UKW im Alpental - Teil 1



In den nächsten Jahren plant die Direktion der Anstalt einen Umzug in die Berge. Das Klima sei dort für die Insassen besser, wird gemunkelt.
Für einen funkenden Insassen wäre diese Nachricht eine gute. Denkt man doch automatisch an einen SOTA-Gipfel oder Contest-Standort für VHF/UHF und Mikrowellen-Wettbewerbe.
Doch der Umzug auf einen Berggipfel ist nur ein schöner Traum. In den Alpen wohnt man nämlich gemeinhin im Tal. Mit Bergen rundherum.

Kurzwelle ist zwischen hohen Gipfeln zwar ein Problem für den Kurzwellen DX'er, der auf flache Abstrahlung setzt, um ferne Kontinente und rare Inseln zu erreichen. Aber für regionale und europäische KW-Verbindungen reicht ein Draht im nächsten Baum.

Doch wie sieht es für den Freund ultrakurzer Wellen aus, der nicht auf die Hilfe der Ionosphäre zählen kann?
Muss er immer auf den nächsten Gipfel kraxeln, wenn er mehr als ein paar Kilometer überbrücken will? Wie kann er mit seinen Freunden im 2m oder 70cm Band in Verbindung bleiben, die in der Stadt ennet dem Berg leben?
Bleibt da nur eine Relaisstation oder gar ein Satellit?

Um diese Fragen zu beantworten, habe ich den IC-9700 und einige Antennen zusammengepackt, mich im Schutze der Nacht aus der Anstalt geschlichen und für eine Weile in einem Tal einquartiert, das mir besonders gut gefällt. Es heißt Val de Charmey und liegt, wie der Name bereits vermuten lässt, im Französisch sprechenden Teil der Schweiz.
Da Funker nicht in Straßenkilometer denken, sondern in Luftlinie - auch wenn dazwischen Berge liegen - hier die entsprechenden Entfernungen zu den nächsten Städten: 
Fribourg, die Hauptstadt des gleichnamigen Kantons ist bloß 40 km entfernt, Lausanne und Bern ebenfalls. Genf am unteren Ende des Genfersees ist aber bereits gute 90 km und Zürich, das sich für die Hauptstadt der Schweiz hält, gar 130 km Luftlinie entfernt.

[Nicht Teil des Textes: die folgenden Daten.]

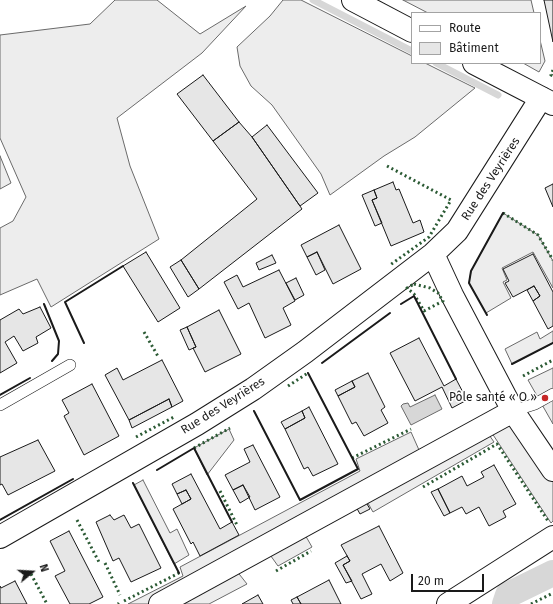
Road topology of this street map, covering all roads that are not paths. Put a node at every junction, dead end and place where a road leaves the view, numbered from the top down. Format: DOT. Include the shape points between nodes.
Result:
graph roads {
  1 [pos="353,0"];
  2 [pos="411,30"];
  3 [pos="476,64"];
  4 [pos="547,101"];
  5 [pos="433,254"];
  6 [pos="70,365"];
  7 [pos="553,394"];
  8 [pos="0,405"];
  9 [pos="513,410"];
  10 [pos="549,457"];
  11 [pos="0,537"];
  12 [pos="553,537"];
  13 [pos="160,604"];
  14 [pos="448,604"];
  1 -- 2 [label="street"];
  3 -- 4 [label="street"];
  4 -- 5 [label="street, Rue des Veyrières" via="457,231"];
  5 -- 9 [label="street"];
  5 -- 11 [label="street, Rue des Veyrières" via="253,389"];
  6 -- 8 [label="lane"];
  7 -- 9 [label="lane" via="535,404"];
  9 -- 10 [label="street"];
  9 -- 13 [label="street"];
  12 -- 14 [label="street"];
}
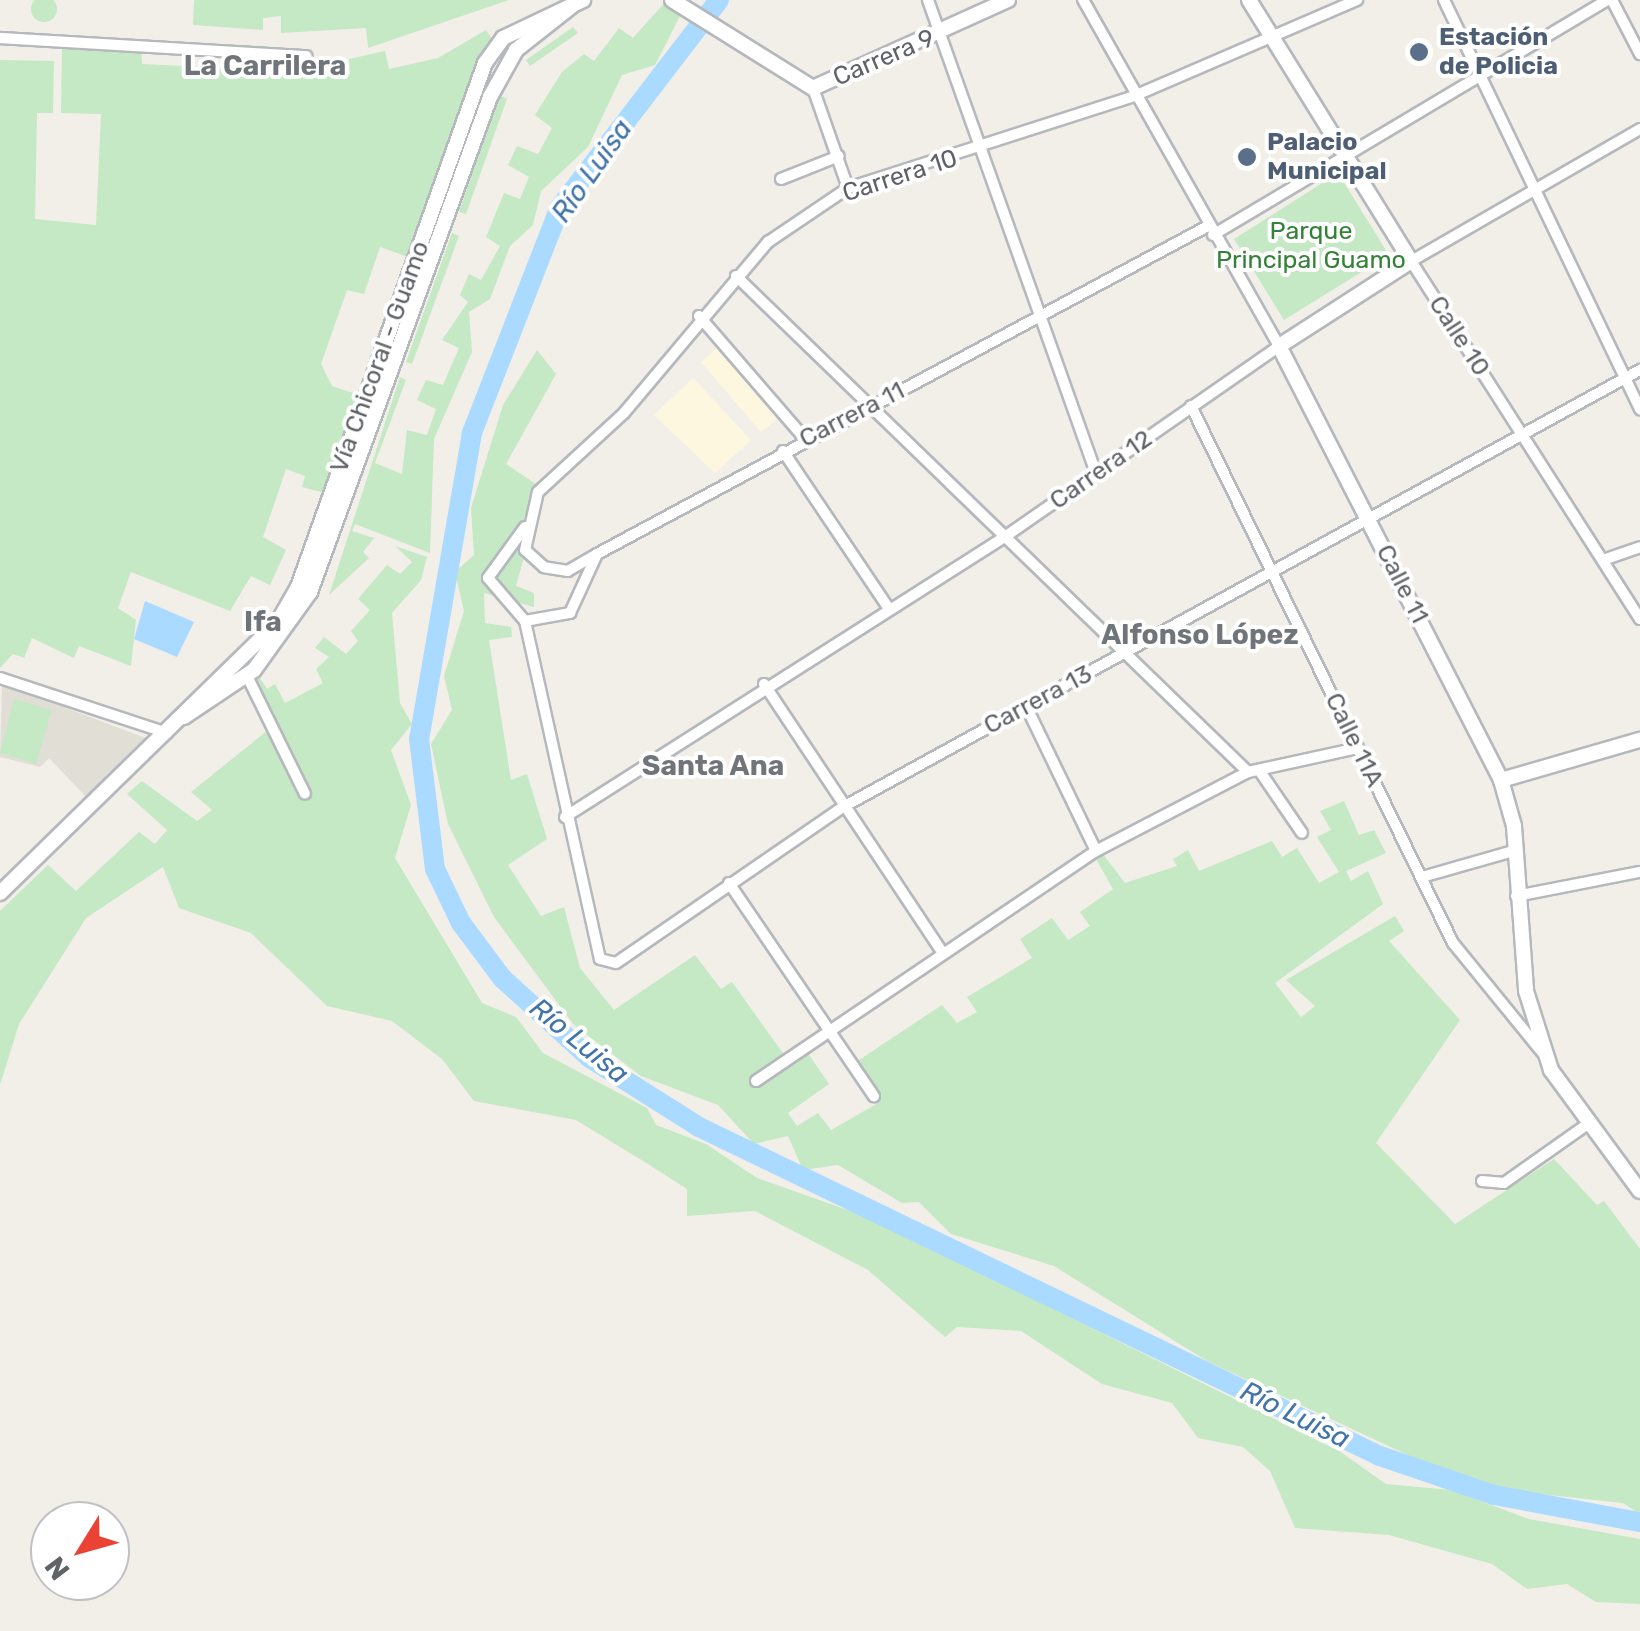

Kann man auf UKW diese Städte direkt erreichen? Vielleicht mit Reflexionen an Felswänden, mittels Diffraktion oder gar Troposcatter? Wie sieht es mit UKW Verbindungen ins benachbarte Ausland aus?

Im Tal angekommen, macht sich in der Seele des UKW-Funkers leichte Panik breit. Der Horizont ist hoch, die Gipfel, meist mit dem Vornamen "Dent" (Zahn) einschüchternd. Ein erster Griff zum Handy macht wenig Freude. Nur zwei Relaisstationen geben Lebenszeichen von sich. Dazwischen ist das Band totenstill. 

Talabwärts ist ein mächtiger Felsklotz zu sehen, der Moléson. 13km entfernt und 2000 Meter hoch. Wie könnte es anders sein: Natürlich ein SOTA-Gipfel. Bequem mit der Bergbahn erreichbar. Wird er der rettende Reflektor sein? Talaufwärts liegt der Jaunpass, der u.a. nach Gstaad führt, dort wo die Reichen und Schönen wohnen.

Ganz ahnungslos habe ich mich aber nicht nach Charmey aufgemacht. Da gibt es nämlich ein tolles Tool, das UKW Ausbreitungs-Prognosen erstellt. Es nennt sich Radio Mobile und interessierte Radioamateure können es kostenfrei benutzen. Es wurde von Roger Coudé VE2DEB erstellt und ich habe damit bereits gute Erfahrungen gemacht.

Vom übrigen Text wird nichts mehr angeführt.